Look for a pattern in your code to figure out how to do this in the generic sense. For examply you start with 1. Then you multiply 1 by 2. Then you multiply that value times three. Then you multiply that value times 4, etc. The last value you multiply by is the number input by the user.

Next remember that in C/C++ you can reuse the same variable in a given statement, under the right circumstances. So:

the new value of x is the old value of x times some other value y

is a valid statement in pseudocode.

Finally, if you are doing the same thing over and over again, think loops. That should get you close to a solution.

It turns out you can "simplify" the new value is the old value times some other value statement in that C/C++ also defines a *= operator such that:

if x = 3;
and you do this to x-----x *= 2;
then x now equals 6.

you can do somthing like this:

#include <iostream>

using namespace std;

int main()
{
    int num = 50; // test num
    bool done = false; // for tetsing if done
    while (!done) 
    {
        done = true; 
        if(num % 2 == 0) // testing if 2 is a factor of it, 
        {
            num /= 2; // if, devide it with 2.
            cout << "2"; 
            done = false; // set done to false, and run it thru one more time.
        }else // if not a factor of 2
        {
            for (int i = 3; i <= num && done; i += 2) // start on 3 , and go +2  until i is larger than num.
            {
                if (num % i == 0) // if i is a factor of num
                {
                    num /= i; // devide on i
                    cout << "*" << i; // print out i
                    done = false; // and set done to false
                }
            }
        }
    }
}

it does not print out 1* becuse 1 is not a prime number ;)

He said "factorial," zyruz.

Iamthwee, you know what a for loop is, right? Start 'answer' at 1 and multiply answer by all the numbers from 1 to n.

>He said "factorial," zyruz.
My bad :)
you can also use a while loop:

#include <iostream>

using namespace std;

int main ()
{
    int num = 5;
    int temp = 1;
    
    while (num > 1)
    {
        temp *= num--; 
    }
    cout << temp;
}

tank you guys!

But i am confused with what is going on here

temp *= num--;

my teach said the '*' is sometimes used as a pointer, but i can't use pointers yet. I have not done them. thank you. :o

tank you guys!
temp *= num--;

temp *= num--; is equivallent to: temp = temp*(num-1);
temp += 5; is equivallent to: temp = temp + 5;

The shorthand operators are basic and useful, due to their simplicity and length.

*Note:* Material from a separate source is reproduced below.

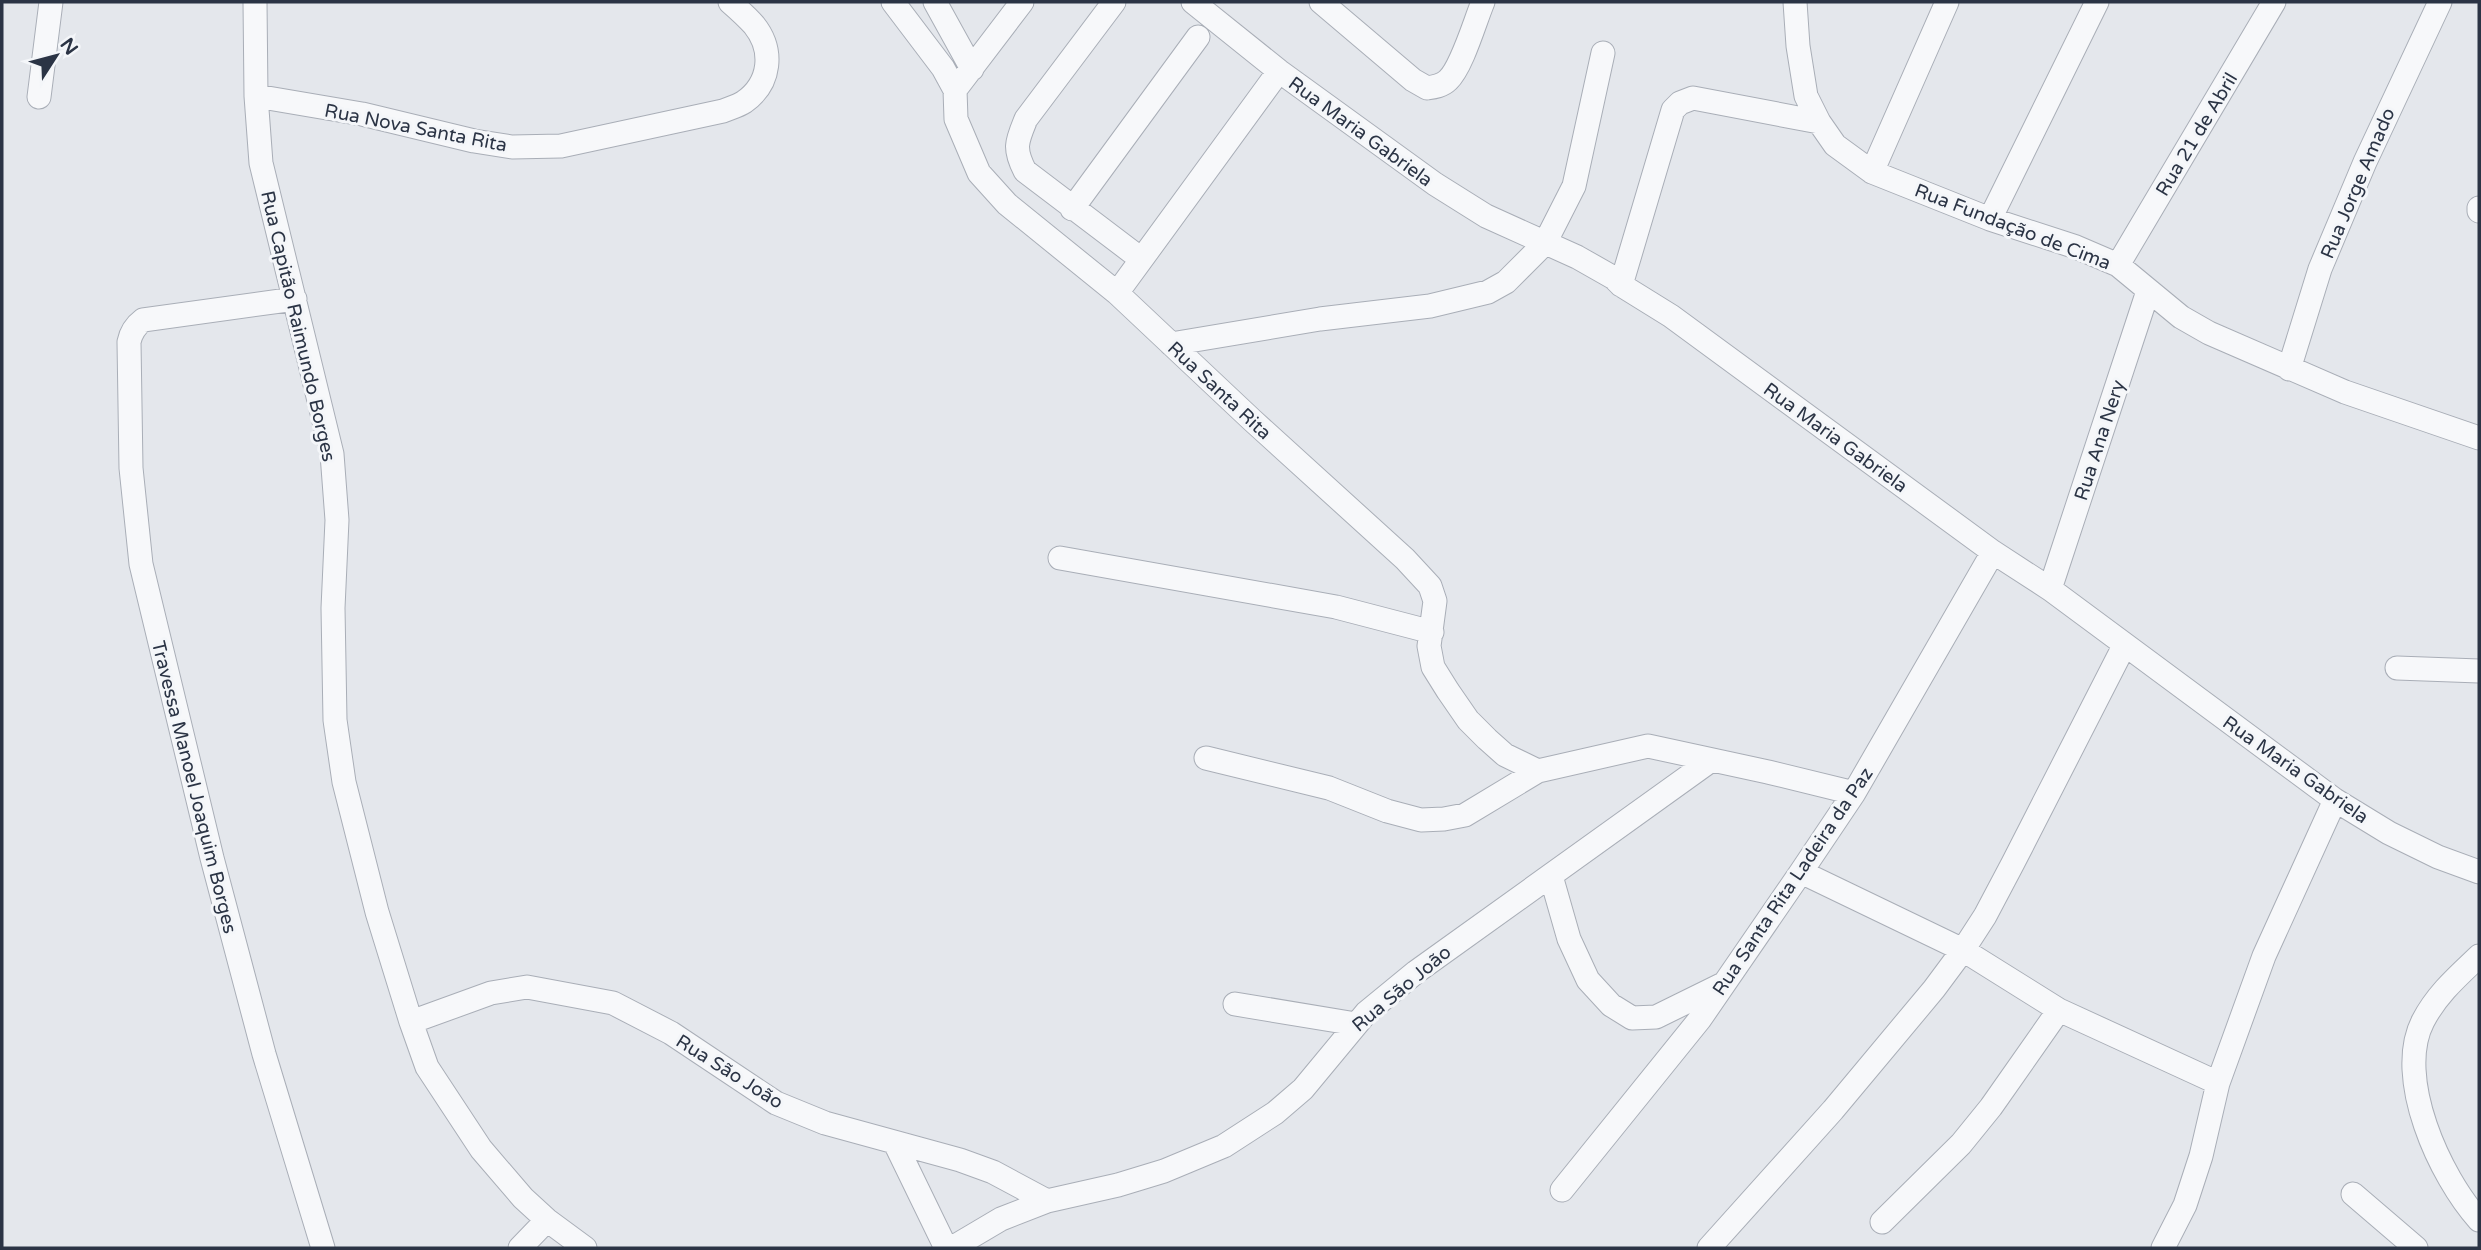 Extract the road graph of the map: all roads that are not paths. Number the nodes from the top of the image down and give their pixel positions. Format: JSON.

A factorial is n * (n-1) * (n-2) * .... so all you need is a simple loop to calculate the factorial

long n = 5;
long total = 1;
while(n > 1)
{
  total = total * n;
  --n;
}
// output result
cout << total << endl;

[edit]Sorry about duplicating a previous answer. I didn't see them when I posted this. :( [/edit]

jeebus!

int Factorial(int n)
{
    if (n==1)
        return 1; 
    else 
        return Factorial(n-1) * n; 
}

int fact(int n){ return n <= 1 ? 1 : n * fact(n -1); }

hello there, i have wrote this simple factorial program for you, i would suggest that you run it aswell as actually follow the code in your head with smaller numbers so you can get the hang of it how it is working

#include<iostream.h>
#include<conio.h>

int number;
int answer;

int main ()
{
 cout<<"Please enter number: ";
 cin>>number;
 
 cout<<number<<"! = ";
 answer = number;
  while (number>1)
  {
   answer=answer*(number-1);
   number--;      
  } 
  cout<<answer; 
  getch(); 
}

good luck

thank u everyone.

I think i no what is happening here.
temp = temp*(num-1); makes more sense 2 me now! Great now sum1 said i can put it in a funcrtion. Can u tell me how a function works and wat it is. God bless.

:cool:

a function is like a seperate piece of code that can be called from within the main code, im not very good at explaining it but ill try and give you an example

#include<iostream.h> //needed for output functions
#include<conio.h>     //needed for getch();

addition(number1,number2); //defining the function (prototyping)

int number1;
int number2;

int main ()
{
cout<<"enter number 1: ";
cin>>number1;                   //get number1
cout<<"enter number 2: ";
cin>>number2;                   //get number 2

addition(number1,number2); //call the addition function 
                                      //with these 2 numbers
getch();                           //keep the output on screen

int addition(number1,number2) //actual function
{                                        //outside main code

 cout<<number1<<" + "<<number2<<" = "<<number1 + number2;

}

i hope this helps